=== Section Start ===
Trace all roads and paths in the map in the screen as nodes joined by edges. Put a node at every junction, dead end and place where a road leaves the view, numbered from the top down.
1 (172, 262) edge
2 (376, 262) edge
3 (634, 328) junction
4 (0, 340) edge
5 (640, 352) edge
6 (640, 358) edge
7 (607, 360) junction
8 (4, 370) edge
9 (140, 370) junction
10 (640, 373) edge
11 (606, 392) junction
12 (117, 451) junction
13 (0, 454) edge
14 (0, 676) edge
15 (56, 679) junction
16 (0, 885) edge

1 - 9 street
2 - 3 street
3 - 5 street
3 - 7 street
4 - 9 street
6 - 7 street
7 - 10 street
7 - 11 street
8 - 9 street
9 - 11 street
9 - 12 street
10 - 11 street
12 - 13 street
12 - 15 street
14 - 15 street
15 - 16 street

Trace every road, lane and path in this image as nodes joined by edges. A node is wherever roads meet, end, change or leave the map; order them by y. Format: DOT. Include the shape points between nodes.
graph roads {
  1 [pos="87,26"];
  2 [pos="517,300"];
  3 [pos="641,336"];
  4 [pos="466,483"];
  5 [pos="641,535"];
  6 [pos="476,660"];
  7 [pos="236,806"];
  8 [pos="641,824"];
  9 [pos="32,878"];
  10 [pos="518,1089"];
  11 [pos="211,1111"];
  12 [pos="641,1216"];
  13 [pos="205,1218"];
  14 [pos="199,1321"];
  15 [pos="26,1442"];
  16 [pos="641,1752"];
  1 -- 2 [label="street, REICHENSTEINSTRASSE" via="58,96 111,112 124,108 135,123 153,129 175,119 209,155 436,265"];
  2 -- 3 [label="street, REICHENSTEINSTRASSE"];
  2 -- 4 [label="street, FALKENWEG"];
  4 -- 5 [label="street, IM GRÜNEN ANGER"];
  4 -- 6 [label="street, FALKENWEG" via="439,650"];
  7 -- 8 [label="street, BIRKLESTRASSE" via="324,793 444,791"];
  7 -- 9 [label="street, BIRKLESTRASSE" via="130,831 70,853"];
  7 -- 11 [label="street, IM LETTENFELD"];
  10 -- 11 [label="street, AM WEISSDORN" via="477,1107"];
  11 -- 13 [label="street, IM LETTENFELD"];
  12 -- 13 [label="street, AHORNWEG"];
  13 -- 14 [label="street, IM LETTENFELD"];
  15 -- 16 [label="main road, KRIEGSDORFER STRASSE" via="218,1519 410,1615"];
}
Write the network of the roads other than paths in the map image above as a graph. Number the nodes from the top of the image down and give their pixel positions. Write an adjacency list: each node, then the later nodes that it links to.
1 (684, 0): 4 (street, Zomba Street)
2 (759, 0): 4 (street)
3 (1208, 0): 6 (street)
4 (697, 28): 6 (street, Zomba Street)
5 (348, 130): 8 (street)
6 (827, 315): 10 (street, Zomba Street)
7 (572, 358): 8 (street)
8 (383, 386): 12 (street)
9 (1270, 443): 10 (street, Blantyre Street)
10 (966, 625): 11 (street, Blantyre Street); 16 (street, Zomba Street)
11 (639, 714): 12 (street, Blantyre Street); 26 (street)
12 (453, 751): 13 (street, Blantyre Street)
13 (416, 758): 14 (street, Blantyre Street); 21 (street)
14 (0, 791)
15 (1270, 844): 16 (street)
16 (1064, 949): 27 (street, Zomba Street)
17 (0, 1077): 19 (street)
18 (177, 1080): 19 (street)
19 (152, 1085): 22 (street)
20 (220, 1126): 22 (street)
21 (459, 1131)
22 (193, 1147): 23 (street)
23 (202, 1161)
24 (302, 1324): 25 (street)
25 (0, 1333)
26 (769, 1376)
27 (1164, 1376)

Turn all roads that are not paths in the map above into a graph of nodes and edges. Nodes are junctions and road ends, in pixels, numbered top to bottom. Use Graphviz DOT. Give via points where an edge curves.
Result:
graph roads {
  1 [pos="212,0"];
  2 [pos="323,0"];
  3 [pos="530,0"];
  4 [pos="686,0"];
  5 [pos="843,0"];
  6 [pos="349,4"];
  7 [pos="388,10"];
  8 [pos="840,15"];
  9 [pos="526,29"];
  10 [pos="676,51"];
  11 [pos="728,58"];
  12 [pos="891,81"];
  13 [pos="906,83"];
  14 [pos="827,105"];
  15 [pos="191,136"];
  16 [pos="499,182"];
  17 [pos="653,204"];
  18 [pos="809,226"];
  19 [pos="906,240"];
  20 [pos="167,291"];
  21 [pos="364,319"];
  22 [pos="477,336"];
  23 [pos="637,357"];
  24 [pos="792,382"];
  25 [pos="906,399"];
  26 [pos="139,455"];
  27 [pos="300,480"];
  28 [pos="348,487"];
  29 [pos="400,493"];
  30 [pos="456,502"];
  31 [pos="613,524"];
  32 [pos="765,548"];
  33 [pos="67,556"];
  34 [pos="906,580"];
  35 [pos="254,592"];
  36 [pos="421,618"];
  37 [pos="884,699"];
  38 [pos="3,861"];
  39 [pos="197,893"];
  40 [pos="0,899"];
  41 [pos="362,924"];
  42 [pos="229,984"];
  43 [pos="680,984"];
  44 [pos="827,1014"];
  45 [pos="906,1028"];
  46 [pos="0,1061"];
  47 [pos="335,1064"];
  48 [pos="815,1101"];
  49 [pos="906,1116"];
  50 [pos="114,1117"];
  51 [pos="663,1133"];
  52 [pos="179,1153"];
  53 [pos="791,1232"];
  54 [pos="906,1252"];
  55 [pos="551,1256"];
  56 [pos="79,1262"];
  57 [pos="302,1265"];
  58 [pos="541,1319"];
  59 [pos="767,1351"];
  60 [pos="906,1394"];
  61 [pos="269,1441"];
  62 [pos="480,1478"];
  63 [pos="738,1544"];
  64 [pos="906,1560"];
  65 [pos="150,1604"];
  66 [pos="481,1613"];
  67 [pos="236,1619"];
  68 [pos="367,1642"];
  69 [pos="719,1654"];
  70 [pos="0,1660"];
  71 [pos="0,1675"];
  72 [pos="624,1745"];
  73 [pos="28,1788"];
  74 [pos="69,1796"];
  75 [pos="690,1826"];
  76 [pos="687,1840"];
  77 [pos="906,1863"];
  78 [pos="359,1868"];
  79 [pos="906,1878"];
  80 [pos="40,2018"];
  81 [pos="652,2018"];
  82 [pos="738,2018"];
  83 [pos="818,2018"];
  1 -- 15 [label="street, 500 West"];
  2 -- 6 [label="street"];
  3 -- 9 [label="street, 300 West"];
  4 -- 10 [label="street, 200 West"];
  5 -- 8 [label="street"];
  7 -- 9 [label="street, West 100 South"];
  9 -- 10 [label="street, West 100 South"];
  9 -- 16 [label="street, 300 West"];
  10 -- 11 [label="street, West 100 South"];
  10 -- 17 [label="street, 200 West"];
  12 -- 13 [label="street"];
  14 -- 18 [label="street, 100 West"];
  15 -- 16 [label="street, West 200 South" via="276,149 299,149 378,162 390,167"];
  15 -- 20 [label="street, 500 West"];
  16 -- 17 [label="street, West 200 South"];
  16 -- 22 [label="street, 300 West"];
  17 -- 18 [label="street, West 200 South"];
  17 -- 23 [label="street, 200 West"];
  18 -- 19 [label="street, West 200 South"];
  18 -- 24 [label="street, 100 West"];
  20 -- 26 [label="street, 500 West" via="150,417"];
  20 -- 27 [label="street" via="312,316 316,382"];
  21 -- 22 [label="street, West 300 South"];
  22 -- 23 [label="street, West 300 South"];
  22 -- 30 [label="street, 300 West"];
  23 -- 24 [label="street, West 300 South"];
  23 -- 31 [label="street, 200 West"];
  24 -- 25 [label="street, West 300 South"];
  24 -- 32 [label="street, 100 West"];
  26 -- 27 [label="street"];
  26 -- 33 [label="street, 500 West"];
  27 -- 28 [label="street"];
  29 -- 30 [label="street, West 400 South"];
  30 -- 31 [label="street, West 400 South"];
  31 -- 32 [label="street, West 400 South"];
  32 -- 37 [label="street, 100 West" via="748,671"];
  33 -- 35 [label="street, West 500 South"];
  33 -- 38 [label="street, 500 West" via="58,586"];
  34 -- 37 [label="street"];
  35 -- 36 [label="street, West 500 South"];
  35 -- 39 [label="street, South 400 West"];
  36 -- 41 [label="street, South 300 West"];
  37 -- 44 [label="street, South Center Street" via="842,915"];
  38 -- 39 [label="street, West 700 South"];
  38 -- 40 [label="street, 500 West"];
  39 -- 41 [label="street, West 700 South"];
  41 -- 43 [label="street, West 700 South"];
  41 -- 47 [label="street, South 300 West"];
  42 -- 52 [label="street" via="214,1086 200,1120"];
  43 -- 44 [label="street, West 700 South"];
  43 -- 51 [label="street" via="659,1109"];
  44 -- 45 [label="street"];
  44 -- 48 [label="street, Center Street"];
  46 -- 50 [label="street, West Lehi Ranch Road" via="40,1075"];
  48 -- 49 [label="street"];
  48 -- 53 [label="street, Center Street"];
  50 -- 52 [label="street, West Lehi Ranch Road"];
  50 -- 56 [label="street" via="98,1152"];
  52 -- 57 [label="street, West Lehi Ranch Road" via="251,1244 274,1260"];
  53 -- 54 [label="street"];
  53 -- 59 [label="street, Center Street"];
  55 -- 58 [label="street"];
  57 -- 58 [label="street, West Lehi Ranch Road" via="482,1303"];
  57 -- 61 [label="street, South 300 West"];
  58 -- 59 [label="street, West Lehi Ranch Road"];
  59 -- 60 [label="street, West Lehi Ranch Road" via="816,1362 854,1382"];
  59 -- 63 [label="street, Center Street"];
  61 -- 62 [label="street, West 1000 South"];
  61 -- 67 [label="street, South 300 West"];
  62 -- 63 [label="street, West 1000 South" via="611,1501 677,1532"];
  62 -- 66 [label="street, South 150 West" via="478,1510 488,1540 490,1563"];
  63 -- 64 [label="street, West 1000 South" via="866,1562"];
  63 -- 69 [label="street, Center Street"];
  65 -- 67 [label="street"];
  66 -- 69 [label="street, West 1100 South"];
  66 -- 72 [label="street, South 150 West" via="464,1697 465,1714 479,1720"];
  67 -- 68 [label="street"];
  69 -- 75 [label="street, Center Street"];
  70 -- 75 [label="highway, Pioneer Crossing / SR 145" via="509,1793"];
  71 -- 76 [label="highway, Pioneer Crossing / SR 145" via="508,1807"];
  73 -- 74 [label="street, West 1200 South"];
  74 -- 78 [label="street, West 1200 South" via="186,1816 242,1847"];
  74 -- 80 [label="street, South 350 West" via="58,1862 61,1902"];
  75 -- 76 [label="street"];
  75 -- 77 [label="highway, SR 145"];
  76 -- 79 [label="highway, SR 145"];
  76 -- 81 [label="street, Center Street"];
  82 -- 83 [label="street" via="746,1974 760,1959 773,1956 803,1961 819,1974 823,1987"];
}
=== Section End ===
**Work item:**
Show the lines of the records that include the string "points".

**Output for this exercise:**
Trace every road, lane and path in this image as nodes joined by edges. A node is wherever roads meet, end, change or leave the map; order them by y. Format: DOT. Include the shape points between nodes.
Turn all roads that are not paths in the map above into a graph of nodes and edges. Nodes are junctions and road ends, in pixels, numbered top to bottom. Use Graphviz DOT. Give via points where an edge curves.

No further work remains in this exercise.